Assigned task = The required output is the exact run of lines below that opens at the line with "Road topology of" and closes at the line with "Build a routing".

Data excerpts:
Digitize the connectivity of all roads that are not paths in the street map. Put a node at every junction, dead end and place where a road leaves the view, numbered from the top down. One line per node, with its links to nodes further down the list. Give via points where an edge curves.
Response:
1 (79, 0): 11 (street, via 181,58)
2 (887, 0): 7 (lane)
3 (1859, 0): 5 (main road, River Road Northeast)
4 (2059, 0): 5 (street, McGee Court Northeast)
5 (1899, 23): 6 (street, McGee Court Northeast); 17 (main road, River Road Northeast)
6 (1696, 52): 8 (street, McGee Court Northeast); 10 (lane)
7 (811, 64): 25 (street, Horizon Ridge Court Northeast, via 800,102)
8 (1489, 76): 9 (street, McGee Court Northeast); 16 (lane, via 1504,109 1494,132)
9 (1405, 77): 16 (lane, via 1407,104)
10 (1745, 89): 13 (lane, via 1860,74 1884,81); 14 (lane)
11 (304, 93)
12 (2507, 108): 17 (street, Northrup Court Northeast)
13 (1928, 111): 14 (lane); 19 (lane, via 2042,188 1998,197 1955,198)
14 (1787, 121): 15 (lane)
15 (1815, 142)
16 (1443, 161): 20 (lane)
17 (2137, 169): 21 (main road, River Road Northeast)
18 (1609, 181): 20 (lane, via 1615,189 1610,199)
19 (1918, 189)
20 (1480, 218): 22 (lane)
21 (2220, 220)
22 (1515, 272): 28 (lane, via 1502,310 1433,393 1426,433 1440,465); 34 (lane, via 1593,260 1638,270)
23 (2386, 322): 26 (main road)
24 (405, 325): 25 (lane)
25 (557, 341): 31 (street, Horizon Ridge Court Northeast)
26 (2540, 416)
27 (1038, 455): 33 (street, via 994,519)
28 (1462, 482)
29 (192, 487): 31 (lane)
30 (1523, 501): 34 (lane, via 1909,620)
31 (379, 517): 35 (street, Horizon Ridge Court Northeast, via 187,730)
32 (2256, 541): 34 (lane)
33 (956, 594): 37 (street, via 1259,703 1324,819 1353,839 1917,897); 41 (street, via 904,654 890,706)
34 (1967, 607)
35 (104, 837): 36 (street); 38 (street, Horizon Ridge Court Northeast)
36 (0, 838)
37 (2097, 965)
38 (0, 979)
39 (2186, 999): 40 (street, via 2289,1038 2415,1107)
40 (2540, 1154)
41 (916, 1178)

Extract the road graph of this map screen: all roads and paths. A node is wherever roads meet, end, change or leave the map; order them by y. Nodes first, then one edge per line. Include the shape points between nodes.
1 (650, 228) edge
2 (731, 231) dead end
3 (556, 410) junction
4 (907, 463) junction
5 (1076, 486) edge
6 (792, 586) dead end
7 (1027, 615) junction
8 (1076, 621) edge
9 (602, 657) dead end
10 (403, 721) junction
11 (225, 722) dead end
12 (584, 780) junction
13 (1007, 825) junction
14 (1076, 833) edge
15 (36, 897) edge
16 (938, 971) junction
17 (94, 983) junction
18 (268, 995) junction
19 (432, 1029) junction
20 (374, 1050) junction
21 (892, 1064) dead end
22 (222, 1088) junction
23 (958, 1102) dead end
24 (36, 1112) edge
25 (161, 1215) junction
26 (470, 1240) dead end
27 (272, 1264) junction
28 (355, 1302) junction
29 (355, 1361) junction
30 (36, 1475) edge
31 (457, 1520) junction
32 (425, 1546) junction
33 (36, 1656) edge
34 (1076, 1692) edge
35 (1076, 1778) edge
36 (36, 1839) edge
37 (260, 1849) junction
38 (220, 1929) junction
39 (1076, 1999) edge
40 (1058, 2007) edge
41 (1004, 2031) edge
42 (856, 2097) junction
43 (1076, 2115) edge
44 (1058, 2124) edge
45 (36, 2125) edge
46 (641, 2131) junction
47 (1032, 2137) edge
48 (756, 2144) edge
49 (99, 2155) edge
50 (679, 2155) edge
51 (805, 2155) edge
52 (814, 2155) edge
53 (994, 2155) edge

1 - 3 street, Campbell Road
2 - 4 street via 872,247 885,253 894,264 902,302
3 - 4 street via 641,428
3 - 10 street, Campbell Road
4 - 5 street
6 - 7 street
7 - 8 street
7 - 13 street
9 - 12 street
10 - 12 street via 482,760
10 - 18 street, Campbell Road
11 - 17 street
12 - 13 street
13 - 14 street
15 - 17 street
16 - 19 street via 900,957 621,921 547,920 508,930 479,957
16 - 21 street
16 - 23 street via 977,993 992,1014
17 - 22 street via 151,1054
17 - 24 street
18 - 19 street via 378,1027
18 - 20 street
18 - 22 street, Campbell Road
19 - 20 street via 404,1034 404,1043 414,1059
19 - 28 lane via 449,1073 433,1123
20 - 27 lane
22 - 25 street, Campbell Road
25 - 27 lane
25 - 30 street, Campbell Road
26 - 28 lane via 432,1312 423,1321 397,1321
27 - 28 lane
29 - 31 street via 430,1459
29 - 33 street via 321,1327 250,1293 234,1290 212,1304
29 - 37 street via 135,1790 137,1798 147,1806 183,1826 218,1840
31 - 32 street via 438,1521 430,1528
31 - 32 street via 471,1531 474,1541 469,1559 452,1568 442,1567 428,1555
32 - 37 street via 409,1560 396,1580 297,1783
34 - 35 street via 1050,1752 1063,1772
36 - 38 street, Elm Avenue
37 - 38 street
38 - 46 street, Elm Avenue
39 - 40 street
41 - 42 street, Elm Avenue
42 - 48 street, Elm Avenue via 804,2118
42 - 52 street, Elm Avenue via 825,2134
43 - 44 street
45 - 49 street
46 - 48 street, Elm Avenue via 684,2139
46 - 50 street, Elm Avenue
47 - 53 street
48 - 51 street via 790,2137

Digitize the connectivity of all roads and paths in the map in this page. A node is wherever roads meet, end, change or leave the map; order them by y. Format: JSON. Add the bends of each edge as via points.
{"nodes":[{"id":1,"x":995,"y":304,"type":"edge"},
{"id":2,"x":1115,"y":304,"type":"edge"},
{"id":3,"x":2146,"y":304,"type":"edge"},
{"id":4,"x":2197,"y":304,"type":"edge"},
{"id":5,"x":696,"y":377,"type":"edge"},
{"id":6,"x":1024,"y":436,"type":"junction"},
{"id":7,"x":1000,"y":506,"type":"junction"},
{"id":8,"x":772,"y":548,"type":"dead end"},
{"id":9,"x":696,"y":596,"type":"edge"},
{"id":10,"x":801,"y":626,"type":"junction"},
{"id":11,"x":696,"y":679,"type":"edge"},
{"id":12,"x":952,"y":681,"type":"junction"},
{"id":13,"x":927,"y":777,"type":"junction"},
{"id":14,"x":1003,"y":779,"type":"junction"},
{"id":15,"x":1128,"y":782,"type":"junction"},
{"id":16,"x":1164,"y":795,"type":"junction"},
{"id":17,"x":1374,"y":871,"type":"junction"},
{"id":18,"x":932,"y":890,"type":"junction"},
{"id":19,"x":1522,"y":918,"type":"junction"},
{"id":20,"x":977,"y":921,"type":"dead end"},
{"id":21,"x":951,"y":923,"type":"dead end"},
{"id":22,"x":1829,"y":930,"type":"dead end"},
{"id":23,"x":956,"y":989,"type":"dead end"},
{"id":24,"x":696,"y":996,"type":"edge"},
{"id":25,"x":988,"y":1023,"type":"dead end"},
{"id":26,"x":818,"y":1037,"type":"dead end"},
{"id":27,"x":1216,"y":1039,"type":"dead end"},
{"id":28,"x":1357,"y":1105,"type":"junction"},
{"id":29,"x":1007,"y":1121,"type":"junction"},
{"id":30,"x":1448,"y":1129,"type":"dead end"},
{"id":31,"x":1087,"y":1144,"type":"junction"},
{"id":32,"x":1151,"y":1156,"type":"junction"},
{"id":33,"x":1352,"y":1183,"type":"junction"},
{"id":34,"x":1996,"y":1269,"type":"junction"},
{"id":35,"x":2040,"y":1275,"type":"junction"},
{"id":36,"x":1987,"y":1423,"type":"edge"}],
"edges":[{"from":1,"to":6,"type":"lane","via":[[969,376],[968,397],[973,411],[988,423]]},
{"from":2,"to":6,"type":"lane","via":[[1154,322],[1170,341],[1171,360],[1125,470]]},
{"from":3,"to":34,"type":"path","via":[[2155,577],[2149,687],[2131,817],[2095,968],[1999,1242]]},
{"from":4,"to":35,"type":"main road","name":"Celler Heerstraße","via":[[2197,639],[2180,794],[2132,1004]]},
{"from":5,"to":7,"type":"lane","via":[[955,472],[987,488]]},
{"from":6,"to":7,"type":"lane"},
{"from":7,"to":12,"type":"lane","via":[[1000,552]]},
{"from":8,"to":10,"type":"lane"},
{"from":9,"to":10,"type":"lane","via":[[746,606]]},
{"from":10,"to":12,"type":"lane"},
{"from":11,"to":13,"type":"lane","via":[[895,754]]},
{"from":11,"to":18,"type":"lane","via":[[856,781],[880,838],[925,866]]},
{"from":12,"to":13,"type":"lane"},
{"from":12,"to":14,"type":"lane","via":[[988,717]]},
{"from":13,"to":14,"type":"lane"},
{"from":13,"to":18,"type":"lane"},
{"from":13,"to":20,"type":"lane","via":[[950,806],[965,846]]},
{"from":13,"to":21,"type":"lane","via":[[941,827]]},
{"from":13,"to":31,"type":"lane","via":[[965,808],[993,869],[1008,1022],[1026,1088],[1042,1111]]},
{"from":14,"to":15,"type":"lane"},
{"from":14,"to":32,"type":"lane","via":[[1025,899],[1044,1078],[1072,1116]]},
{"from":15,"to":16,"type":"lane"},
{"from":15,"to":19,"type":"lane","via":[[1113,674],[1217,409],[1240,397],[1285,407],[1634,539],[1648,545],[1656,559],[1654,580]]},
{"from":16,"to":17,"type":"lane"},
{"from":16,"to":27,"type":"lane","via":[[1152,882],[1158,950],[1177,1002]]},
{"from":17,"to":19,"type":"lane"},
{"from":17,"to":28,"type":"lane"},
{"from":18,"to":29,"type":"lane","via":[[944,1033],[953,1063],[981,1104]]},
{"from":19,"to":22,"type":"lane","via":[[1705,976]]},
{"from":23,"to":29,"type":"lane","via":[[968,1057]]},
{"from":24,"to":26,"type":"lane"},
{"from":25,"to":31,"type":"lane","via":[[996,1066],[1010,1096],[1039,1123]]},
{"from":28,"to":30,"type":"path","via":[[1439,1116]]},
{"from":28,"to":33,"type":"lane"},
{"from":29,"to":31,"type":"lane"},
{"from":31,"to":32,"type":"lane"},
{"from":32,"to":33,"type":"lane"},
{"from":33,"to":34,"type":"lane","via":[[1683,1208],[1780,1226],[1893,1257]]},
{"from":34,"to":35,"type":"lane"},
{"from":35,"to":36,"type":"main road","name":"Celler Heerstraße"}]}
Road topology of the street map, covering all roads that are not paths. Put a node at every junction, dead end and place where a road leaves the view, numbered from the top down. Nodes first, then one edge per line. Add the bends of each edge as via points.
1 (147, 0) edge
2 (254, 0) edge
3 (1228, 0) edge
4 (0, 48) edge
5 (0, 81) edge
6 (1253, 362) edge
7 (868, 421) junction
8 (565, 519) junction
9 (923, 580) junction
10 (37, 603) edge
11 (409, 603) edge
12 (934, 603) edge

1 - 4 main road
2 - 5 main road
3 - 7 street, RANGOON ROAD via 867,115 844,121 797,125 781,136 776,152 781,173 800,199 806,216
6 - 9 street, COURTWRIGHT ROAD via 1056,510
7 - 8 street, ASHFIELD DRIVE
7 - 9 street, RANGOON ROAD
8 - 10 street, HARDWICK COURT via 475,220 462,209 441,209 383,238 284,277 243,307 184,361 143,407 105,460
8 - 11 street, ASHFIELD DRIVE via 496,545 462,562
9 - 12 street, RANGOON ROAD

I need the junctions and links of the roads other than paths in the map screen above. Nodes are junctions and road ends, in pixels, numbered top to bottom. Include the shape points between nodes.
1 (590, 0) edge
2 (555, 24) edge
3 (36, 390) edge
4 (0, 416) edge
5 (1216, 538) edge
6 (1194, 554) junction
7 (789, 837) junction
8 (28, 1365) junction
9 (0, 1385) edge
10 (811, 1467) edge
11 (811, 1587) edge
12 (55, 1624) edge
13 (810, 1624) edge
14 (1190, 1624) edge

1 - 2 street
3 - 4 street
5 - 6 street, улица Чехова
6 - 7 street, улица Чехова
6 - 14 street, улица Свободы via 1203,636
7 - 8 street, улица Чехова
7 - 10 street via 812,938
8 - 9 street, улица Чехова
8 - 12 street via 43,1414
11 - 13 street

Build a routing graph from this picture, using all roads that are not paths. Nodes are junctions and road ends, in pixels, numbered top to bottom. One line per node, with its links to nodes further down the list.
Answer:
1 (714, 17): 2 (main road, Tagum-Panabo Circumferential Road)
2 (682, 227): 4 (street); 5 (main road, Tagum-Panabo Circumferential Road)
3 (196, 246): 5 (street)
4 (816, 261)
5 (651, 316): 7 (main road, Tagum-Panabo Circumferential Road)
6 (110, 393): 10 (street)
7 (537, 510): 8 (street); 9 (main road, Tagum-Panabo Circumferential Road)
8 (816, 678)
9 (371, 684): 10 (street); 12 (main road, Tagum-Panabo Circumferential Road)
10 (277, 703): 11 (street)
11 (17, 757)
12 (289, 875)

Output for this task =
Road topology of the street map, covering all roads that are not paths. Put a node at every junction, dead end and place where a road leaves the view, numbered from the top down. Nodes first, then one edge per line. Add the bends of each edge as via points.
1 (147, 0) edge
2 (254, 0) edge
3 (1228, 0) edge
4 (0, 48) edge
5 (0, 81) edge
6 (1253, 362) edge
7 (868, 421) junction
8 (565, 519) junction
9 (923, 580) junction
10 (37, 603) edge
11 (409, 603) edge
12 (934, 603) edge

1 - 4 main road
2 - 5 main road
3 - 7 street, RANGOON ROAD via 867,115 844,121 797,125 781,136 776,152 781,173 800,199 806,216
6 - 9 street, COURTWRIGHT ROAD via 1056,510
7 - 8 street, ASHFIELD DRIVE
7 - 9 street, RANGOON ROAD
8 - 10 street, HARDWICK COURT via 475,220 462,209 441,209 383,238 284,277 243,307 184,361 143,407 105,460
8 - 11 street, ASHFIELD DRIVE via 496,545 462,562
9 - 12 street, RANGOON ROAD

I need the junctions and links of the roads other than paths in the map screen above. Nodes are junctions and road ends, in pixels, numbered top to bottom. Include the shape points between nodes.
1 (590, 0) edge
2 (555, 24) edge
3 (36, 390) edge
4 (0, 416) edge
5 (1216, 538) edge
6 (1194, 554) junction
7 (789, 837) junction
8 (28, 1365) junction
9 (0, 1385) edge
10 (811, 1467) edge
11 (811, 1587) edge
12 (55, 1624) edge
13 (810, 1624) edge
14 (1190, 1624) edge

1 - 2 street
3 - 4 street
5 - 6 street, улица Чехова
6 - 7 street, улица Чехова
6 - 14 street, улица Свободы via 1203,636
7 - 8 street, улица Чехова
7 - 10 street via 812,938
8 - 9 street, улица Чехова
8 - 12 street via 43,1414
11 - 13 street

Build a routing graph from this picture, using all roads that are not paths. Nodes are junctions and road ends, in pixels, numbered top to bottom. One line per node, with its links to nodes further down the list.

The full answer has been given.